事業モデル
同社は機能品、高機能ウレタン、医薬、樹脂・化成品、機械の5つの主要セグメントを展開する多角的な化学メーカーです。特にポリイミドや分離膜などの高度な技術を要する製品群や、自動車・電子部品向けの素材を提供しています。
また、事業構造改革の一環として、ウレタンシステムズ事業の取得や、特定の原材料に依存する事業の縮小を進めています。これらの取り組みにより、より付加価値の高いスペシャリティ化学企業への変革を目指す方針です。
KPI
当連結会計年度において、売上高は4,623億4千3百万円を記録しました。営業利益は前連結会計年度と比較して8億9千9百万円の増加となり、189億4千1百万円に達しています。

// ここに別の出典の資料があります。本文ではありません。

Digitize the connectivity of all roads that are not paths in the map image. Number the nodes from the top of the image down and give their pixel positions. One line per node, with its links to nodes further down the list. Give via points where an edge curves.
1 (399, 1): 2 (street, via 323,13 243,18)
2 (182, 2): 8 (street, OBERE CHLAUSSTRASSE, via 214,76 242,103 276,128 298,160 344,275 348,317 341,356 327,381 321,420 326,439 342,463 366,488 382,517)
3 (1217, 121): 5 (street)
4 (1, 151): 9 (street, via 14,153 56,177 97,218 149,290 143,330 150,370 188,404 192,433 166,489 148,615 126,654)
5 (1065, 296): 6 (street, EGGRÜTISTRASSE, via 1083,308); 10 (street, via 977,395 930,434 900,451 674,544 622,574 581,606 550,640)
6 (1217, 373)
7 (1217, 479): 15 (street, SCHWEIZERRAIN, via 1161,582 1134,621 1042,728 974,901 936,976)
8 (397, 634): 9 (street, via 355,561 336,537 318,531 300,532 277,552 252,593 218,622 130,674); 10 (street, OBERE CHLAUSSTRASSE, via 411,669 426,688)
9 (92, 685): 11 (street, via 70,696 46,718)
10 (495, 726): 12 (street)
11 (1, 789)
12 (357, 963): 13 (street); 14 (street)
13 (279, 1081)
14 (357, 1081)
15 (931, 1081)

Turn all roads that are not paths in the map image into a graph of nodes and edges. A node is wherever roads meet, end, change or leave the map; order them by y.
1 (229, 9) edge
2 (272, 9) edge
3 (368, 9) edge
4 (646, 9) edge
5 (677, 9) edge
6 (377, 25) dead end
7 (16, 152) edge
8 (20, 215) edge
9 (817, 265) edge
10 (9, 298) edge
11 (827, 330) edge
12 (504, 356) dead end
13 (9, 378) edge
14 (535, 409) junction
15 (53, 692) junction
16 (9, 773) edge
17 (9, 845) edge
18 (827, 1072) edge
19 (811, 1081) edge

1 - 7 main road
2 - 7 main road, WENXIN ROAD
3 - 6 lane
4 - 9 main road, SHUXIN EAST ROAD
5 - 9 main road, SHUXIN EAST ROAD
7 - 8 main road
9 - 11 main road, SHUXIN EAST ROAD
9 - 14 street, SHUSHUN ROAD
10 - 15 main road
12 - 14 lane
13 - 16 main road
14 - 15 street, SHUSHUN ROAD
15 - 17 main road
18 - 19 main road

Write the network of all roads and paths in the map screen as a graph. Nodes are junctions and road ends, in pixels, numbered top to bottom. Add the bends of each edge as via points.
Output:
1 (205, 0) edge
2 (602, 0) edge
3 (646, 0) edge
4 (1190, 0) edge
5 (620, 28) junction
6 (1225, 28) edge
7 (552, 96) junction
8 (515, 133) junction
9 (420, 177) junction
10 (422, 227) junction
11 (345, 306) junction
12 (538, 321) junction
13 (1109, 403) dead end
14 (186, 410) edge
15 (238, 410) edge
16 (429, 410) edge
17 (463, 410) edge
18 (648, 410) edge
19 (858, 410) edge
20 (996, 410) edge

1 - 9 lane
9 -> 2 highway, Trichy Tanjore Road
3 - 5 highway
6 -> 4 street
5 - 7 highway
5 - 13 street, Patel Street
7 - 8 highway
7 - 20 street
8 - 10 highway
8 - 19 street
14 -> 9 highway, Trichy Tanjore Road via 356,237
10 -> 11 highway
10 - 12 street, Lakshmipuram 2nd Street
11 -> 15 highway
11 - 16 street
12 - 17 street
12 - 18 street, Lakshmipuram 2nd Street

経常利益は151億3千7百万円の増益により375億6百万円となりました。親会社株主に帰属する当項目純利益も、前連結会計年度と比較して238億7千2百万円の増加を計上しています。
成長ドライバー
中期経営計画「UBE Vision 2030 Transformation -2nd Stage-」に基づき、スペシャリティ化学企業への進化を推進しています。特にポリイミドやセラミックスといった独自技術を活かした高機能製品の展開が成長の柱となります。
また、ウレタンシステムズ事業の統合によるシナジー創出や、次世代ディスプレイ・蓄電池向け材料などの先端分野への投資も重要な要素です。これらの取り組みにより、将来的な成長に向けた基盤強化を図っています。
リスク
化学事業においては、原材料価格と製品価格の相関(スプレッド)の変動や、特定の供給元への依存による調達リスクが存在します。また、電子機器等の市場動向や技術革新のスピードに迅速に対応できない場合、競争激化による影響を受ける可能性があります。
環境面では、脱炭素社会への移行に伴う規制強化やコスト増大が課題となっており、これらへの対応遅れは企業価値を損なうリスクとなります。さらに、化学製品特有の爆発・火災・漏洩といった大規模事故による影響も重要な管理項目です。
競合
同社は高度な技術力を背景に、電子機器や自動車部品など多岐にわたる分野で独自の地位を築いています。特に機能品セグメントでは、ポリイミドやセラミックスなどの高付加価値製品において強みを持っています。
一方で、汎用的な樹脂・化成品や機械事業においては、国内外の競合他社との競争が激しい環境にあります。これに対し、同社は技術革新とコストダウンの両立、およびアフターサービス体制の強化を通じて競争優位性の確保を図っています。
バリュエーション
2026年8月7日時点の市場データにおいて、株価は3,350円となっています。この時の時価総額は約3092.1億円と算出されています。
同日のデータに基づくPERは12.95倍、PBRは0.71倍となっており、配当利回りは5.03%を記録しています。これらの指標は、現在の市場における評価を反映した数値です。